Take This to Your Grave

Take This to Your Grave

When Fall Out Boy recorded the songs that would become their 2003 debut, Take This to Your Grave, they were living on the edge, sleeping on borrowed floors and bargaining with the studio for PB&J money. In the two decades since, the Chicagoland foursome of vocalist Patrick Stump, bassist Pete Wentz, guitarist Joe Trohman, and drummer Andy Hurley has become one of rock’s biggest acts. And the way Take This to Your Grave has an immediate appeal while reaching beyond punk’s three-chord ethos and toward ideas that are both knottier and bigger shows how they got there. The album opens with “Tell That Mick He Just Made My List of Things to Do Today,” which lays out the blueprint: Trohman’s power chords give way to Hurley’s breakneck drumming, which sets the stage for Wentz’s surreal yet sardonic lyrics, delivered in Stump’s wail. Fall Out Boy’s strength has long laid in the way its four members click as a band; their back-to-basics punk instincts collide with their world-conquering ambitions in thrilling ways, resulting in songs that are as suitable for catalyzing mosh pits at the beloved Chicago DIY space Fireside Bowl as they are for inspiring mass sing-alongs at Wrigley Field. Take This to Your Grave is a period-appropriate amalgamation of edge-dwelling rock—a flag-plant amid the still-clearing dust of the century-ending alternative boom. Its songs combine the twist-tie riffs of Midwest emo, the potent harmonies of power pop, the gang vocals of heavily tattooed hardcore, and the intricate yet mighty drumming of metal, with pithy, away-message-ready lyrics cementing their indelibility.

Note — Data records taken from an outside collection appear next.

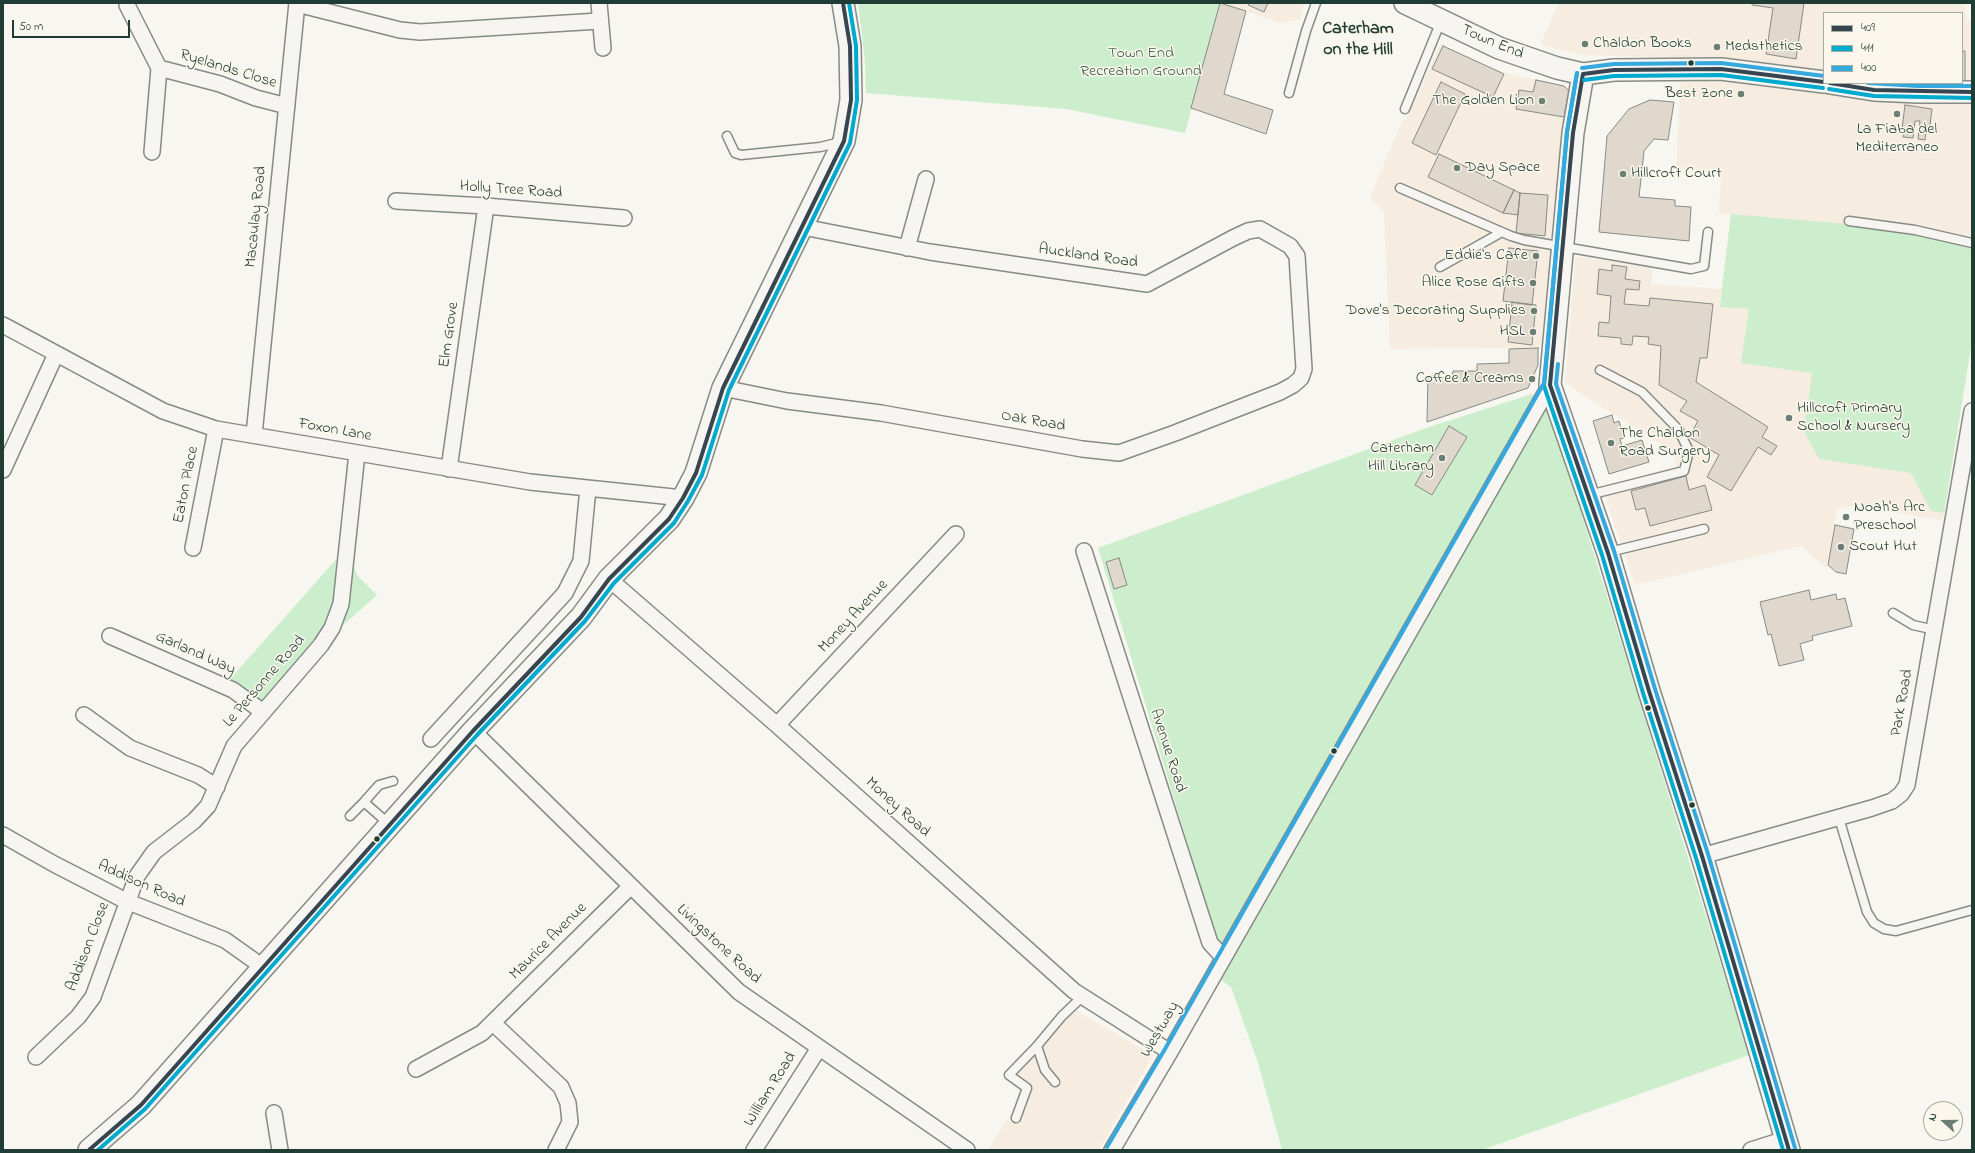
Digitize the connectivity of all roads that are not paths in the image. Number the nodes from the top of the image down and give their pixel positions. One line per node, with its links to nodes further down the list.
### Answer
1 (599, 3): 8 (street)
2 (843, 3): 19 (main road)
3 (1316, 3): 15 (lane)
4 (1404, 3): 7 (main road, Town End)
5 (297, 4): 8 (street); 16 (street, Macaulay Road)
6 (127, 5): 10 (street, Ryelands Close)
7 (1441, 20): 11 (main road, Town End); 17 (lane)
8 (600, 21): 9 (street)
9 (603, 48)
10 (159, 68): 16 (street, Ryelands Close); 20 (street, Ryelands Close)
11 (1583, 74): 12 (main road, Town End); 31 (main road)
12 (1823, 82)
13 (1836, 84): 14 (main road)
14 (1972, 92)
15 (1289, 93)
16 (287, 106): 42 (street, Macaulay Road)
17 (1405, 109)
18 (727, 136): 19 (lane)
19 (844, 141): 27 (main road)
20 (152, 152)
21 (926, 179): 32 (street)
22 (1400, 188): 28 (lane)
23 (396, 201): 24 (street, Holly Tree Road)
24 (486, 206): 25 (street, Holly Tree Road); 45 (street, Elm Grove)
25 (624, 218)
26 (1849, 221): 30 (lane)
27 (803, 227): 32 (street, Auckland Road); 39 (main road)
28 (1502, 232): 31 (lane); 33 (lane)
29 (1708, 232): 31 (lane)
30 (1972, 243)
31 (1562, 246): 38 (main road)
32 (907, 248): 36 (street, Auckland Road)
33 (1440, 267)
34 (3, 325): 35 (street, Foxon Lane)
35 (56, 354): 41 (street, Foxon Lane); 44 (street)
36 (1304, 356): 39 (street, Oak Road)
37 (1600, 370): 47 (lane)
38 (1550, 385): 47 (main road); 74 (street, Westway)
39 (723, 388): 48 (main road)
40 (1972, 411): 56 (street, Park Road)
41 (216, 429): 42 (street, Foxon Lane); 51 (street, Eaton Place)
42 (254, 435): 43 (street, Foxon Lane)
43 (357, 453): 45 (street, Foxon Lane); 58 (street, Le Personne Road)
44 (3, 470)
45 (449, 470): 46 (street, Foxon Lane)
46 (588, 488): 48 (street, Foxon Lane); 62 (street)
47 (1588, 495): 53 (main road)
48 (683, 498): 54 (main road)
49 (1704, 529): 53 (lane)
50 (956, 534): 60 (street, Money Avenue)
51 (193, 548)
52 (1084, 552): 74 (street, Avenue Road)
53 (1608, 552): 70 (main road)
54 (609, 579): 60 (street, Money Road); 61 (main road)
55 (1893, 613): 56 (lane)
56 (1935, 630): 67 (street, Park Road)
57 (110, 636): 58 (street, Garland Way)
58 (263, 712): 64 (street, Le Personne Road)
59 (84, 715): 64 (street)
60 (778, 725): 76 (street, Money Road)
61 (474, 731): 68 (main road); 71 (street, Livingstone Road)
62 (432, 738)
63 (393, 781): 65 (lane)
64 (217, 787): 72 (street, Le Personne Road)
65 (364, 802): 66 (lane); 68 (lane)
66 (350, 816)
67 (1839, 818): 70 (street, Park Road); 73 (lane)
68 (390, 825): 75 (main road)
69 (3, 835): 72 (street, Addison Road)
70 (1702, 856): 86 (main road)
71 (630, 887): 77 (street, Maurice Avenue); 79 (street, Livingstone Road)
72 (126, 901): 75 (street, Addison Road); 81 (street, Addison Close)
73 (1972, 910)
74 (1223, 957): 80 (street, Westway)
75 (263, 967): 87 (main road)
76 (1083, 996): 78 (lane); 80 (street, Money Road)
77 (493, 1023): 82 (street, Maurice Avenue); 89 (street)
78 (1037, 1046): 83 (lane); 85 (lane)
79 (818, 1048): 90 (street, William Road); 91 (street, Livingstone Road)
80 (1170, 1052): 92 (street, Westway)
81 (36, 1057)
82 (416, 1069)
83 (1056, 1082)
84 (274, 1113): 88 (street)
85 (1016, 1118)
86 (1787, 1145): 93 (street)
87 (89, 1150)
88 (280, 1150)
89 (556, 1150)
90 (754, 1150)
91 (967, 1150)
92 (1112, 1150)
93 (1751, 1150)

The album’s full-bodied sound, too, gives extra brawn to cuts like the punchy “Grenade Jumper” and the sneering “Calm Before the Storm.” While Stump’s voice has yet to reach the full flower that added a dollop of soul to Fall Out Boy’s punk on later albums, there are moments, like the outro of the sweetly crunchy “Saturday,” when he flexes his falsetto. “I know I’m not your favorite record/But the songs you grow to like never stick at first,” Stump yelps on the speedy “Dead on Arrival.” But the urgency of Take This to Your Grave makes each of its songs an instant-release megadose of pop-punk euphoria—and the way that the brightly hued yet regret-wracked “Grand Theft Autumn/Where Is Your Boy” and “Saturday” remain in the band’s live repertoire some 20 years after their release shows how early in their career they were crafting music with staying power.